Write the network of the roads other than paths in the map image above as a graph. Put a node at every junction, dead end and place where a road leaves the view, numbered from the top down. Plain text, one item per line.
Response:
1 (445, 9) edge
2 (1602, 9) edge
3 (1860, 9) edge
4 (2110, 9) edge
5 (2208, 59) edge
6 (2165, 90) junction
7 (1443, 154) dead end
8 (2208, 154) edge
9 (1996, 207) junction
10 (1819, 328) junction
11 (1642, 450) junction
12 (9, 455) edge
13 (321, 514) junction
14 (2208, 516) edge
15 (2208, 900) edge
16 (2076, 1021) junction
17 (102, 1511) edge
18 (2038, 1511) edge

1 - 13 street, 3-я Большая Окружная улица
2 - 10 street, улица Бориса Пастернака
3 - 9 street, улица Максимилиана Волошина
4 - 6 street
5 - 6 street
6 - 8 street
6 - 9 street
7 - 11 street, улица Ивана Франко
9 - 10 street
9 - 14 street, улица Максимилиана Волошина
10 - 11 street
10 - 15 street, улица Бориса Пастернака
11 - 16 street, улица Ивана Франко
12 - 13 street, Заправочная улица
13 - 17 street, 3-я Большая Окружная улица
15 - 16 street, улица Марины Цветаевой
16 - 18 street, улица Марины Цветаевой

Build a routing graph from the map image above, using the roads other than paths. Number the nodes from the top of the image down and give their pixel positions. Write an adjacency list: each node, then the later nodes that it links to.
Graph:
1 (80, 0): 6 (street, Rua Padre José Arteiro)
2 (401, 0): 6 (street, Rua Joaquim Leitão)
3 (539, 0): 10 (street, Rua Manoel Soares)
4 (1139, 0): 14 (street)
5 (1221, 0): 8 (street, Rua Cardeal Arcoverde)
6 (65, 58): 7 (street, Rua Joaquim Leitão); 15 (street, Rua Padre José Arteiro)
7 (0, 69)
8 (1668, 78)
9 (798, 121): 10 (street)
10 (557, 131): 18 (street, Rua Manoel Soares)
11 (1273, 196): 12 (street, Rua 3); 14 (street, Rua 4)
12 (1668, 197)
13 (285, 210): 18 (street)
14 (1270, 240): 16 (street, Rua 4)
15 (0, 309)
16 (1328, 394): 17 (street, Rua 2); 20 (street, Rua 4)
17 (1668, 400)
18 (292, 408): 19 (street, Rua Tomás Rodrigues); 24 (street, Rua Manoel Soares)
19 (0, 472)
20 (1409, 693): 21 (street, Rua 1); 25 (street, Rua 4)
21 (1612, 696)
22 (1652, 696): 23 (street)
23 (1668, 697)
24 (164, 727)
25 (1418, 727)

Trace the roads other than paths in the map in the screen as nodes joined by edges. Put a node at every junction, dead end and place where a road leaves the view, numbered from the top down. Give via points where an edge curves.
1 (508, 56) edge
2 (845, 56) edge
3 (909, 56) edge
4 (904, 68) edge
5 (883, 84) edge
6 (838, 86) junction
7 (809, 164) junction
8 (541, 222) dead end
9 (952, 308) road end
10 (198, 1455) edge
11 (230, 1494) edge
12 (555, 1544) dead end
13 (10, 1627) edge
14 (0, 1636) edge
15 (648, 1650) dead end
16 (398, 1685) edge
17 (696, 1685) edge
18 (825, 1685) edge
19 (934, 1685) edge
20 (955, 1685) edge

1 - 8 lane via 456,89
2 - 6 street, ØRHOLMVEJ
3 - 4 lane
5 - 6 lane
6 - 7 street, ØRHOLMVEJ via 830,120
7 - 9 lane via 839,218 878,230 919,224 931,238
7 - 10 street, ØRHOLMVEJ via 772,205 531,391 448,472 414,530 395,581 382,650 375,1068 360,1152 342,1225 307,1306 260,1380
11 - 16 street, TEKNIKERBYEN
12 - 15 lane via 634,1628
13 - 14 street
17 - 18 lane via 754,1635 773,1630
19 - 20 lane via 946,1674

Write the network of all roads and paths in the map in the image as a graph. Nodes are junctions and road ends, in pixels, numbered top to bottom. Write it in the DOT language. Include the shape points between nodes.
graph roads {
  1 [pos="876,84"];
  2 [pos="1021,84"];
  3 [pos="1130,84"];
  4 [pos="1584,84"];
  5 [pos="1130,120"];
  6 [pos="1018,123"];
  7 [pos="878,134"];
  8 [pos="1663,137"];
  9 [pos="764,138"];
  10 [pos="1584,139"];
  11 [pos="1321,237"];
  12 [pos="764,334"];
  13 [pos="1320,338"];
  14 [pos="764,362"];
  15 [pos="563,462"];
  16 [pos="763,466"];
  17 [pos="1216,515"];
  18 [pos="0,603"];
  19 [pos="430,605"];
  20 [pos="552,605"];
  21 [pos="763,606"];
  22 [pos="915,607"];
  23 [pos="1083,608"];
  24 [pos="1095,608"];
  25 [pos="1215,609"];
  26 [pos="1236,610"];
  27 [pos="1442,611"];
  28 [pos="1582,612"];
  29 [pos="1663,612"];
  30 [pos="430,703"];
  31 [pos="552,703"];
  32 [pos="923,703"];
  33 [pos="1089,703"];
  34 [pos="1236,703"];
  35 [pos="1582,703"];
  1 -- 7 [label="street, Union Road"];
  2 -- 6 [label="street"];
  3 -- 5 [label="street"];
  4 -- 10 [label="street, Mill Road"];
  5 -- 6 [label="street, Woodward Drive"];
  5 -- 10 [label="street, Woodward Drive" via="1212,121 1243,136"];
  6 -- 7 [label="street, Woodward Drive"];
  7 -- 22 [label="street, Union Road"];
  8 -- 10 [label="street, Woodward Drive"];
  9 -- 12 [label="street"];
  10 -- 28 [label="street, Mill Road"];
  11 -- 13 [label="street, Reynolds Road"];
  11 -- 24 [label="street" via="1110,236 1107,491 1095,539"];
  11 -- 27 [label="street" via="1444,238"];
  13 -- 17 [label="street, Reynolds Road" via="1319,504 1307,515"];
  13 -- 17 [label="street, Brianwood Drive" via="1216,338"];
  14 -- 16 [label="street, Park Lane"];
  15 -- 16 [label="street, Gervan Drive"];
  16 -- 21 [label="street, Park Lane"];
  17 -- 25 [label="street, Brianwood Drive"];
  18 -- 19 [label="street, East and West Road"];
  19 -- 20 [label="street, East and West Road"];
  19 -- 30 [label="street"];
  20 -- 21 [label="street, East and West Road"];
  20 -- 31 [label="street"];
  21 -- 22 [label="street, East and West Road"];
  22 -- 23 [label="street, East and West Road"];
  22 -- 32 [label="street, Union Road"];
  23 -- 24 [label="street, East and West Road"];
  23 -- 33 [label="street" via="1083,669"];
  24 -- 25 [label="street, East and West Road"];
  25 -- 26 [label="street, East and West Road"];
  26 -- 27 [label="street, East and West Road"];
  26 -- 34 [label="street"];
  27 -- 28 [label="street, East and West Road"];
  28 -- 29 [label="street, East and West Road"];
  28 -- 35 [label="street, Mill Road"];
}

EXERCISE -
For each line above that contains the word "Ивана", copy that line.

YOUR SOLUTION -
7 - 11 street, улица Ивана Франко
11 - 16 street, улица Ивана Франко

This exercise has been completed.